RL Laboratories, LLC, and the University of Michigan have built a type of artificial synapse using memristors

The researchers developed a vertically integrated hybrid electronic circuit by combining the novel memristor developed at the University of Michigan with wafer scale heterogeneous process integration methodology and CMOS read/write circuitry developed at HRL. “This hybrid circuit is a critical advance in developing intelligent machines,” said HRL SyNAPSE program manager and principal investigator Narayan Srinivasa. “We have created a multi-bit fully addressable memory storage capability with a density of up to 30 Gbits/cm2, which is unprecedented in microelectronics.”

Industry is seeking hybrid systems such as this one, the researchers say. Dubbed “R-RAM,” they could shatter the looming limits of Moore’s Law, which predicts a doubling of transistor density and therefore chip speed every two years.

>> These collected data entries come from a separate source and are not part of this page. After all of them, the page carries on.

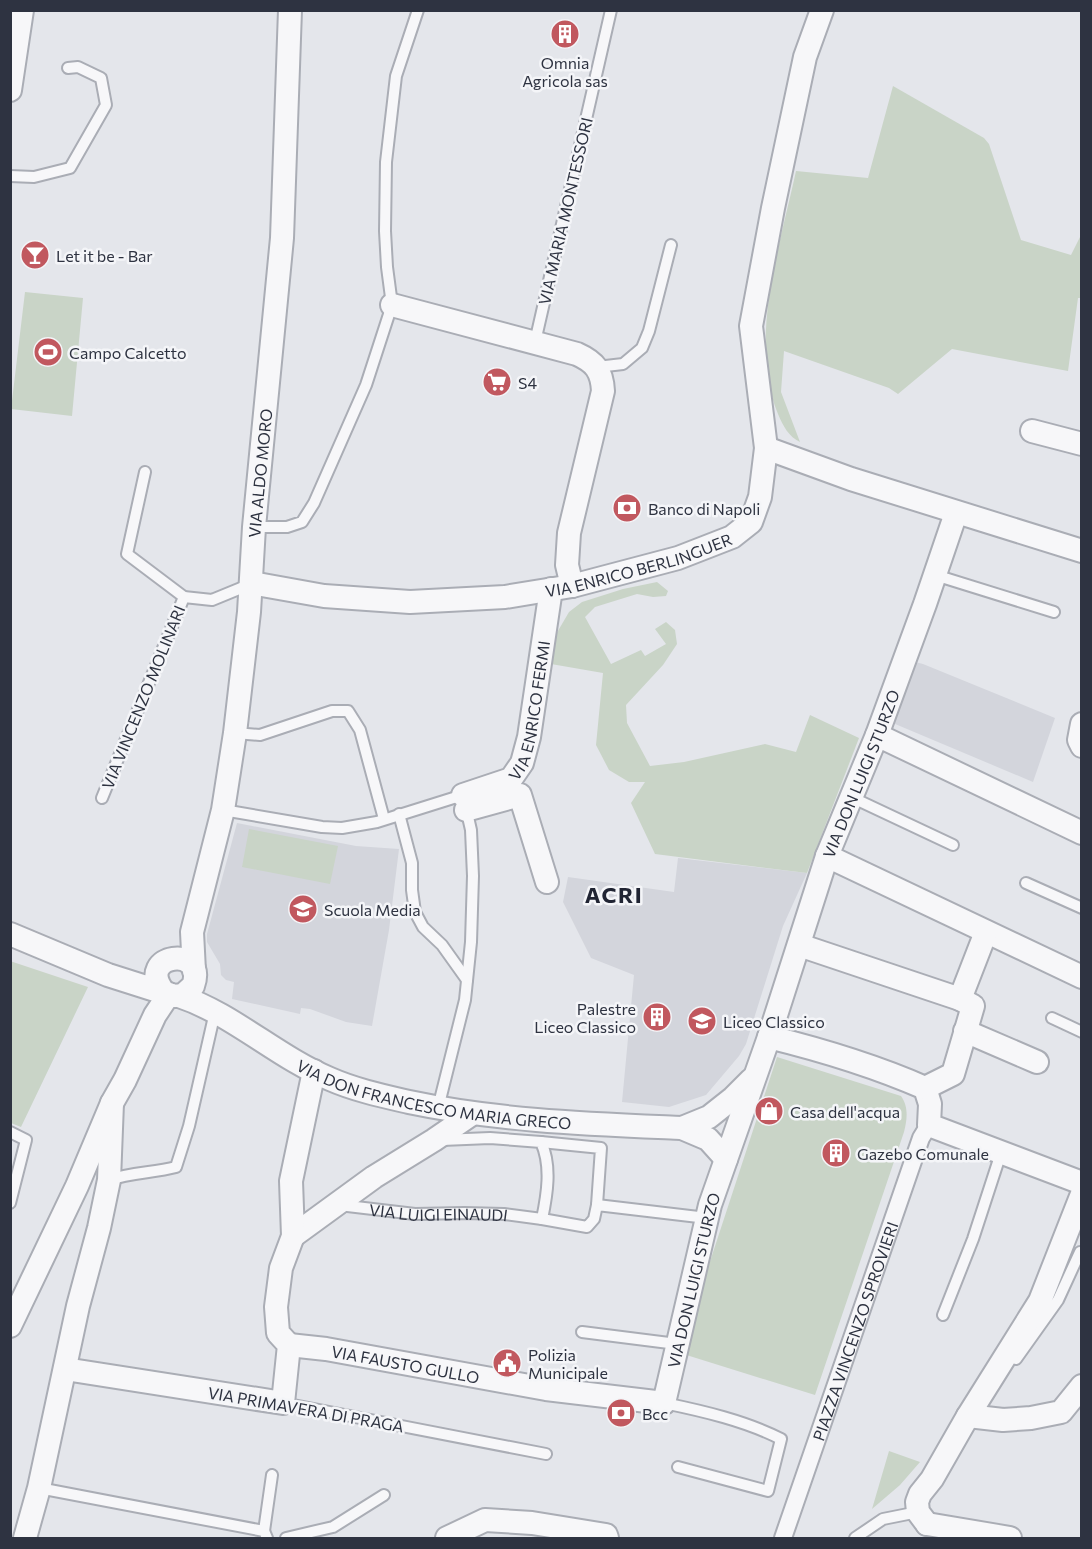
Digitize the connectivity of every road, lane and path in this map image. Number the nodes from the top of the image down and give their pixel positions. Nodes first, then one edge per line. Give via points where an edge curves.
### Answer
1 (22, 10) edge
2 (290, 10) edge
3 (418, 10) edge
4 (610, 10) edge
5 (822, 10) edge
6 (68, 68) dead end
7 (11, 89) edge
8 (10, 176) edge
9 (671, 245) dead end
10 (392, 304) junction
11 (535, 342) junction
12 (597, 367) junction
13 (1032, 431) dead end
14 (1082, 444) edge
15 (766, 448) junction
16 (145, 472) dead end
17 (956, 513) junction
18 (254, 527) junction
19 (1082, 550) edge
20 (935, 575) junction
21 (251, 583) junction
22 (561, 587) junction
23 (184, 597) junction
24 (1054, 612) dead end
25 (1082, 724) edge
26 (235, 733) junction
27 (876, 735) junction
28 (1082, 746) edge
29 (851, 797) junction
30 (102, 798) dead end
31 (464, 803) junction
32 (223, 810) junction
33 (399, 814) junction
34 (384, 819) junction
35 (1082, 833) edge
36 (953, 845) dead end
37 (827, 856) junction
38 (547, 882) dead end
39 (1026, 883) dead end
40 (1082, 908) edge
41 (192, 932) junction
42 (986, 932) junction
43 (10, 934) edge
44 (799, 945) junction
45 (164, 963) junction
46 (108, 975) junction
47 (1082, 977) edge
48 (467, 980) junction
49 (188, 993) junction
50 (960, 999) junction
51 (1052, 1018) dead end
52 (965, 1031) junction
53 (1082, 1032) edge
54 (769, 1037) junction
55 (1037, 1062) dead end
56 (314, 1071) junction
57 (754, 1076) junction
58 (925, 1088) junction
59 (112, 1103) junction
60 (438, 1108) junction
61 (472, 1114) junction
62 (929, 1125) junction
63 (682, 1128) junction
64 (10, 1132) edge
65 (434, 1140) junction
66 (541, 1143) junction
67 (1001, 1153) junction
68 (726, 1159) junction
69 (109, 1180) junction
70 (1082, 1183) edge
71 (77, 1186) junction
72 (1082, 1194) edge
73 (10, 1203) edge
74 (336, 1204) junction
75 (597, 1205) junction
76 (707, 1218) junction
77 (542, 1219) junction
78 (293, 1236) junction
79 (1080, 1252) dead end
80 (943, 1315) dead end
81 (10, 1326) edge
82 (582, 1332) dead end
83 (677, 1344) junction
84 (289, 1345) junction
85 (65, 1369) junction
86 (1082, 1386) edge
87 (283, 1403) junction
88 (664, 1403) junction
89 (973, 1416) junction
90 (546, 1454) dead end
91 (678, 1467) dead end
92 (272, 1475) dead end
93 (39, 1488) junction
94 (384, 1495) dead end
95 (923, 1525) edge
96 (266, 1536) edge
97 (613, 1537) edge
98 (1000, 1538) edge
99 (25, 1539) edge
100 (279, 1539) edge
101 (286, 1539) edge
102 (447, 1539) edge
103 (783, 1539) edge
104 (855, 1539) edge

1 - 7 street
2 - 18 street, VIA ALDO MORO via 282,238
3 - 10 lane via 396,76 386,162 385,231
4 - 11 lane, VIA MARIA MONTESSORI
5 - 15 street, VIA ENRICO BERLINGUER via 805,57 751,326
6 - 8 lane via 78,67 100,78 106,105 70,168 34,177
9 - 12 lane via 642,348 623,363
10 - 11 street
10 - 18 lane via 366,385 314,503 302,522 287,527
11 - 12 street via 577,354
12 - 22 street, VIA ENRICO FERMI via 603,392 569,533
13 - 14 street
15 - 17 street
15 - 22 street, VIA ENRICO BERLINGUER via 760,497 751,522 732,537 678,558
16 - 23 lane, VIA VINCENZO MOLINARI via 127,554
17 - 19 street
17 - 20 street, VIA DON LUIGI STURZO
18 - 21 street, VIA ALDO MORO
20 - 24 lane
20 - 27 street, VIA DON LUIGI STURZO
21 - 22 street, VIA ENRICO BERLINGUER via 324,596 410,602 505,597
21 - 23 lane, VIA VINCENZO MOLINARI via 212,600
21 - 26 street, VIA ALDO MORO
22 - 31 street, VIA ENRICO FERMI via 522,763 511,779
23 - 30 lane, VIA VINCENZO MOLINARI
25 - 28 street
26 - 32 street, VIA ALDO MORO
26 - 34 lane via 260,735 332,711 348,711 360,730
27 - 29 street, VIA DON LUIGI STURZO
27 - 35 street
29 - 36 lane
29 - 37 street, VIA DON LUIGI STURZO
31 - 33 lane
31 - 38 street via 520,795
31 - 48 lane via 471,830 473,876
32 - 34 lane via 322,827 342,828
32 - 41 street, VIA ALDO MORO
33 - 34 lane
33 - 48 lane via 412,863 415,912
37 - 42 street
37 - 44 street, VIA DON LUIGI STURZO
39 - 40 lane
41 - 45 street, VIA ALDO MORO
41 - 49 street, VIA ALDO MORO
42 - 47 street
42 - 50 street
43 - 46 street
44 - 50 street
44 - 54 street, VIA DON LUIGI STURZO
45 - 46 street via 141,974
45 - 49 street via 157,981
45 - 49 street via 177,957 188,962
46 - 49 street via 136,985
48 - 60 lane via 456,1043
49 - 56 street, VIA DON FRANCESCO MARIA GRECO
49 - 59 street via 155,1015
49 - 69 lane via 189,1126 176,1167
50 - 52 street via 973,1006
51 - 53 lane
52 - 55 street
52 - 58 street via 953,1074
54 - 57 street, VIA DON LUIGI STURZO
54 - 58 street via 837,1056
56 - 60 street, VIA DON FRANCESCO MARIA GRECO via 383,1096
56 - 78 street via 291,1181
57 - 63 street via 709,1117
57 - 68 street, VIA DON LUIGI STURZO
58 - 62 street via 930,1104
59 - 69 street
59 - 71 street
60 - 61 street, VIA DON FRANCESCO MARIA GRECO
61 - 63 street, VIA DON FRANCESCO MARIA GRECO
61 - 65 street, VIA LUIGI EINAUDI
62 - 67 street
62 - 103 street, PIAZZA VINCENZO SPROVIERI via 921,1138
63 - 68 street via 708,1139
64 - 73 lane via 26,1140
65 - 66 lane, VIA LUIGI EINAUDI via 490,1138
65 - 74 street, VIA LUIGI EINAUDI
66 - 75 lane, VIA LUIGI EINAUDI via 601,1148
66 - 77 lane via 547,1169
67 - 70 street
67 - 80 lane
68 - 76 street, VIA DON LUIGI STURZO
69 - 71 street
69 - 85 street
71 - 81 street
72 - 89 street via 1040,1301
74 - 77 lane, VIA LUIGI EINAUDI via 415,1214 484,1213
74 - 78 street, VIA LUIGI EINAUDI
75 - 76 lane
75 - 77 lane, VIA LUIGI EINAUDI via 594,1219 587,1227
76 - 83 street, VIA DON LUIGI STURZO
78 - 84 street via 281,1268 276,1307 278,1333
79 - 89 lane via 1058,1300
82 - 83 lane
83 - 88 street, VIA DON LUIGI STURZO
84 - 87 street
84 - 88 street, VIA FAUSTO GULLO via 546,1389
85 - 87 street, VIA PRIMAVERA DI PRAGA
85 - 93 street
86 - 89 street via 1061,1412 1003,1420
87 - 90 lane, VIA PRIMAVERA DI PRAGA
88 - 91 lane via 767,1431 782,1439 768,1491
89 - 95 street via 920,1494 917,1502
92 - 96 lane
93 - 96 lane
93 - 99 street
94 - 101 lane via 333,1527
95 - 98 street
95 - 104 lane via 883,1519
96 - 100 lane
97 - 102 street via 532,1523 484,1520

Ultimately the team plans to scale the neuromorphic chip to support millions of neurons and billions of synapses, thereby enabling the development of intelligent machines that can learn from their environments and exhibit complex behaviors. The technology has numerous real-world applications in complex computing including visual perception, planning, decision making and navigation.

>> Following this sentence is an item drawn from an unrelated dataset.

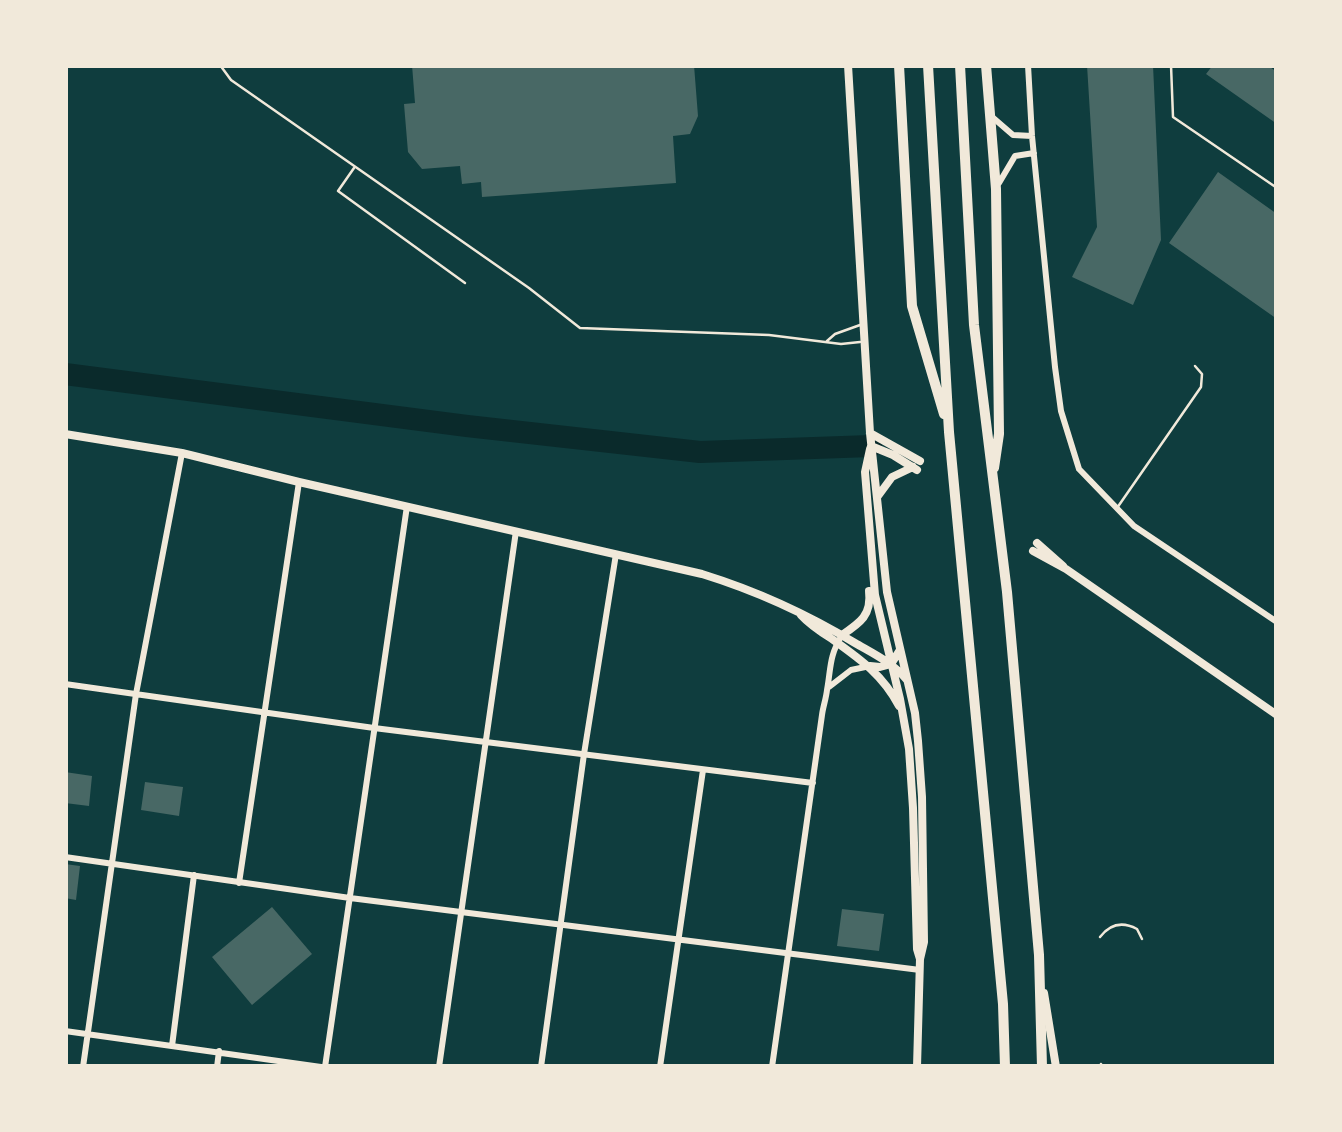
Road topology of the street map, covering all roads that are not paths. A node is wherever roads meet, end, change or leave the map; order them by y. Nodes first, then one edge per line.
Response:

Nanoletters – A Functional Hybrid Memristor Crossbar-Array/CMOS System for Data Storage and Neuromorphic Applications

Crossbar arrays based on two-terminal resistive switches have been proposed as a leading candidate for future memory and logic applications. Here we demonstrate a high-density, fully operational hybrid crossbar/CMOS system composed of a transistor- and diode-less memristor crossbar array vertically integrated on top of a CMOS chip by taking advantage of the intrinsic nonlinear characteristics of the memristor element. The hybrid crossbar/CMOS system can reliably store complex binary and multilevel 1600 pixel bitmap images using a new programming scheme.